【表示器の傾向3】撮影難度が高い新型車両をピックアップした
100分の1前後のシャッター速度でないと、カラーLED表示器がきれいに写らない新型車両もある。100分の1ともなると、撮影場所を選び、かなり気配りして撮影しないと、厳しいシャッター速度だ。代表的な車両を見ていこう。
●西武鉄道40000系(Sトレイン用) → シャッター速度125分の1以下
シートの向きが変更でき、座席指定制の有料列車「Sトレイン」として使われる西武鉄道40000系。表示器をきれいに撮ろうとすると100分の1(125分の1でも撮影が可能)が理想となかなか厳しい。
●東武鉄道70000形(日比谷線乗り入れ用) → シャッター速度100分の1以下
赤い色使いが鮮やかな東武鉄道の新型70000形。東京メトロ日比谷線乗り入れ用に導入された車両だ。表示器はシャッター速度100分の1で文字がきれいに写せた。日比谷線では東京メトロの13000系も導入されているが、こちらも遅めのシャッター速度が必要となる。
●都営地下鉄5500形(浅草線用)→ シャッター速度100分の1以下
都営浅草線用に20年ぶりの導入された5500形。カラーLED表示器は100分の1以下でないときれいに撮れない。ほか都営地下鉄では新宿線用の10_300形の最新車両も125分の1以下のシャッター速度が必要だった。
このように、同じ鉄道会社で同メーカーの同タイプの表示器が使われることが多いために起こりがちな現象。上手く対応するためにも、この傾向は知っておいたほうがよさそうだ。
●阪神電気鉄道5500系(リノベーション車両)→ シャッター速度125分の1以下
関西を走る大手私鉄では、これまで方向幕を利用した車両が多かったが、徐々にカラーLED表示器を利用した車両が増えている。
各社の車両の多くが200分1〜250分の1のシャッター速度でカバーできるが、非常に厳しく感じられたのが、阪神電気鉄道の5700系と5500系リノベーション車両。5500系は、リノベーション前に方向幕が利用されていたが、リノベーションにあたり、カラーLED表示器が利用されている。5700系とともに125分の1以下で撮ることが必要だった。
関西の大手私鉄では、ほかに近畿日本鉄道の9820系(3色LED表示器の利用)が125分の1以下と、やや遅めのシャッター速度が必要だった。
またOsaka Metoro御堂筋線を走る30000系も125分の1以下という遅めのシャッター速度が必要に。ちなみに同線を走る北大阪急行の9000形は250分の1というシャッター速度でもLED表示器の撮影が可能だった。
●JR四国 特急形車両8600系・2600系 → シャッター速度125分の1以下
一部の特急列車の特急名(愛称)をカラーLED表示器で表示する車両の例が出始めている。JR北海道やJR西日本の特急形車両は、250分の1ぐらいのシャッター速度で撮影できた。
難しいと感じたのはJR四国の8600系や2600系。最高運転時速が130kmと速く、カーブも車体傾斜装置で高速で通り抜ける。走行中は125分の1以下というシャッター速度では、とても撮影できないと感じられた。駅で撮影しても、条件によってはにじみが見られた。
JR四国では121系をリニューアルした7200系通勤用電車が3色LED表示器を利用している。こちらは100分の1以下といったシャッター速度が必須だった。
●西日本鉄道9000形 → シャッター速度125分の1以下
西日本鉄道(西鉄)ではこれまで方向幕を使った車両が主体だった。
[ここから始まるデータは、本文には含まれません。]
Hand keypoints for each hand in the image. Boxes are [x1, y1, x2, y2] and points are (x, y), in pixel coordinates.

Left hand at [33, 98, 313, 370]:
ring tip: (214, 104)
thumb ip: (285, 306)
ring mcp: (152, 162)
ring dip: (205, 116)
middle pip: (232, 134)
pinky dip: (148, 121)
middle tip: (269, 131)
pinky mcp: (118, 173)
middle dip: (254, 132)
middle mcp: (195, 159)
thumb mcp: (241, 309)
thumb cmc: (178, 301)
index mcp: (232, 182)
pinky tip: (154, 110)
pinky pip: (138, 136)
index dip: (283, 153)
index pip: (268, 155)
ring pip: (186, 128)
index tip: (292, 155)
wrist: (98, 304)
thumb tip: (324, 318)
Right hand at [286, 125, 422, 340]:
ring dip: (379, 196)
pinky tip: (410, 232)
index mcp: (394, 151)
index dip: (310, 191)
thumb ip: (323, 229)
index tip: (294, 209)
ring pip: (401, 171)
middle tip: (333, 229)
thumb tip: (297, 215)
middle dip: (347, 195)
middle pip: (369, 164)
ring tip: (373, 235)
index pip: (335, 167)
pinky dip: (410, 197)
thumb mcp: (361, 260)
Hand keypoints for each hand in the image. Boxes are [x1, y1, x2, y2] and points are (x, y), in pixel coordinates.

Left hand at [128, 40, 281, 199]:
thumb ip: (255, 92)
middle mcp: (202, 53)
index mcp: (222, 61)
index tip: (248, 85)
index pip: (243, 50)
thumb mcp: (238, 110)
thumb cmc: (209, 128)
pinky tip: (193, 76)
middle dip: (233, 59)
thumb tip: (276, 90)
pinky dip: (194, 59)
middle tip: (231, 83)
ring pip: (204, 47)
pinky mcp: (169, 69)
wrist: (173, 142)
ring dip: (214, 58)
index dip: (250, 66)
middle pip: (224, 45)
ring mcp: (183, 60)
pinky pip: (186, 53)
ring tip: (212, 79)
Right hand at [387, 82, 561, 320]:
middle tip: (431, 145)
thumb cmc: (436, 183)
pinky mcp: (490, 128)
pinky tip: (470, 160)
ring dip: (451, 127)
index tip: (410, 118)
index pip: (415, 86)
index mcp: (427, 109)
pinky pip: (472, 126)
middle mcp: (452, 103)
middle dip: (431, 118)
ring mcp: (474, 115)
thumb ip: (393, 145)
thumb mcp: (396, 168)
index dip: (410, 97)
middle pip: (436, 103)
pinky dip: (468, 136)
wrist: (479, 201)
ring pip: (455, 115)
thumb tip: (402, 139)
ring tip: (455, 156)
新型として登場した9000形で初めてカラーLED表示器が使われている。この表示器が125分の1以下のシャッター速度の設定が必要。きれいに撮影したい場合は100分の1以下が望ましい。
はじめはなかなか難しく感じられるLED表示器を撮るコツ。慣れるまで大変かもしれないが、だんだんと自然に身体が動くようになってくる。きれいに撮れると、楽しさも増してくるだろう。
さらにシャッター速度を落として撮ると、迫力ある写真を撮影することもできるようになる。鉄道写真の新たな世界を見いだせる可能性もある。ぜひチャレンジしていただきたい。